Materials/Building our Project:
We had initially bought a lamp from a thrift store and decided to modify it so that the microphone would go at the top. We had originally wanted the lamp to be rubbed and the microphone begins to record. We tried using a capacitative sensor by adding some electrical tape to it. It was very finicky so we decided to drop the idea and use buttons instead. We wanted it to be transparent because we wanted to add three different lights for 3 different buttons. Red for recording, Blue for stopping, and white for playing the distorted audio. We decided to get rid of the lamp and create our own as it was very hard to place the lights and all the wires from the breadboard.
Sophie has a lot of experience in modeling and fabrication, so she created a new design to fit all of our needs. We laser cut some acrylic and used leftover wood to create the base for the lamp. We inserted three little LEDs to illuminate it but then we decided to get three different fairy lights so it would illuminate better. We also wanted to create button from the laser printer to show what each button is suppose to do.
We bought some transparent luminescent acrylic and use some white acrylic for the base. Once we had our prototype. We had people test it out and most people said they would love to have a delete button for extra protection. We hadn't thought much about how this would effect the user's experience. We decided to add an extra button to the magic lamp to include a delete button.
Setting up the confessional:
Electric Printer:
We came up with 2 lists of 10 questions: Deep and more light. We wanted the printer to print two random questions from these two lists by implementing the random function. Due to the lack of time and processing, we weren't able to create a code that would implement it. We decided to use the printer to create a souvenir for people that participate in the experience instead.
Final Result:
Lab: I2C Communication with a Time-of-Flight Distance Sensor
I was really excited to work with this 12C communication lab because I have always been interested in working with light proximity sensors. I had to borrow an Arduino from the shop as mine hasn't come in yet. I used the Arduino BLE and they also didn't carry the VL53L0X distance sensor breakout board. So I used a proximity light sensor instead.The pins were almost identical so i had no issues setting up the breadboard. It wouldn't seem to work. I kept getting "Sensor not responding. Check wiring." but I triple checked it and it still didn't work. I also tried including the the input pins in the code, and it still didn't work. If you have any ideas lmk!
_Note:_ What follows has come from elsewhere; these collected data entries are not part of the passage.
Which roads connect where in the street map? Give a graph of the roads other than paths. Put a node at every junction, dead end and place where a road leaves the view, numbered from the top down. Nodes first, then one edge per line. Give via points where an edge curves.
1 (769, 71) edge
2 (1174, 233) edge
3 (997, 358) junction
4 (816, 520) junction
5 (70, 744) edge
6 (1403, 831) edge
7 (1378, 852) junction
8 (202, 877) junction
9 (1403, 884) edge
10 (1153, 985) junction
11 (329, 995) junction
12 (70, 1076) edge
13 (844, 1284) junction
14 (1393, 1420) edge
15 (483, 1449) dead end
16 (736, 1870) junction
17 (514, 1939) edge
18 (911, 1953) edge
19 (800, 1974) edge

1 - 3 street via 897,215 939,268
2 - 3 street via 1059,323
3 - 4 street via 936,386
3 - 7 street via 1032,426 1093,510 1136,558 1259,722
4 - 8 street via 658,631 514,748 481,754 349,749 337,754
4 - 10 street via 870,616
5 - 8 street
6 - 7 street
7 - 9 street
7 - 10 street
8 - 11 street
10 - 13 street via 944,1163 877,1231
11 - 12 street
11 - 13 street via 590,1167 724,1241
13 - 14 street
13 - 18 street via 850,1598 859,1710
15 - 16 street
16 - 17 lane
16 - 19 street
Lab: OLED Screen Display using I2C
I was able to find all the components and it actually worked! It was super fun to work with display. The only issue is that the sensor is a bit wonky and it might not work as well. I am not sure if it's a breadboard issue or the potentiometer is not working as well. Overall, super cool monitor and I will possibly use it for future projects.
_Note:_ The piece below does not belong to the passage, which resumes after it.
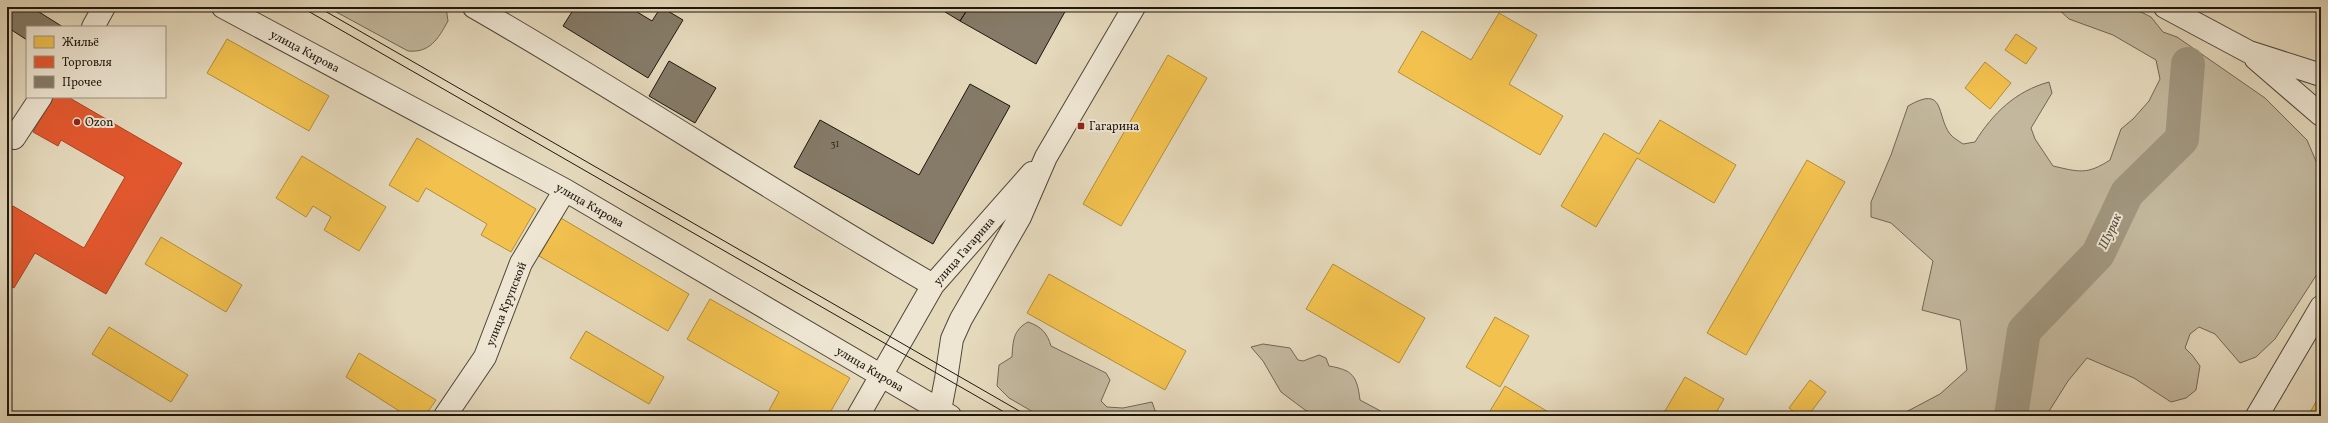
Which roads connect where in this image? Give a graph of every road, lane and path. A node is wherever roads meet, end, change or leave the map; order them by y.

Lab: Two-Way (Duplex) Serial Communication Using An Arduino and the p5.webserial Library
I was having trouble having the sensors work with the computer. I tried 2 different sensors and finally it worked. 3 different numbers showed in the serial monitor.
After connecting my board to the p5.js editor, I noticed that the button feature didn't work. I tried pressing it to make the circle disappear and I couldn't figure out what in the code didn't work. Also, even though the potentiometers had an effect on the circle's movement, I initially thought it was two different circles because it constantly was vibrating.
I tried replacing the sensors with pushbutton to see if it would have a better, if any effect on the sketch and it didn't really change anything. I think I need a new arduino or board.
Playing with Asynchronous Serial Communications
I connected two potentiometers to analog pins A0 and A1, and one pushpin to digital pin D2. I had no trouble connecting the 1st potentiometer and got a reading right away on the serial monitor when I controlled the potentiometer from 0 to 255. I then tried the Serial.write() function and it freaked me out. I still don't understand the reasoning behind it.
After using one potentiometer, I connected the other, and I found it super helpful to know that you can control each one independently of one another. I changed the code and played around with both for a bit. Then I also connected the push pin which showed as either 1 or 0.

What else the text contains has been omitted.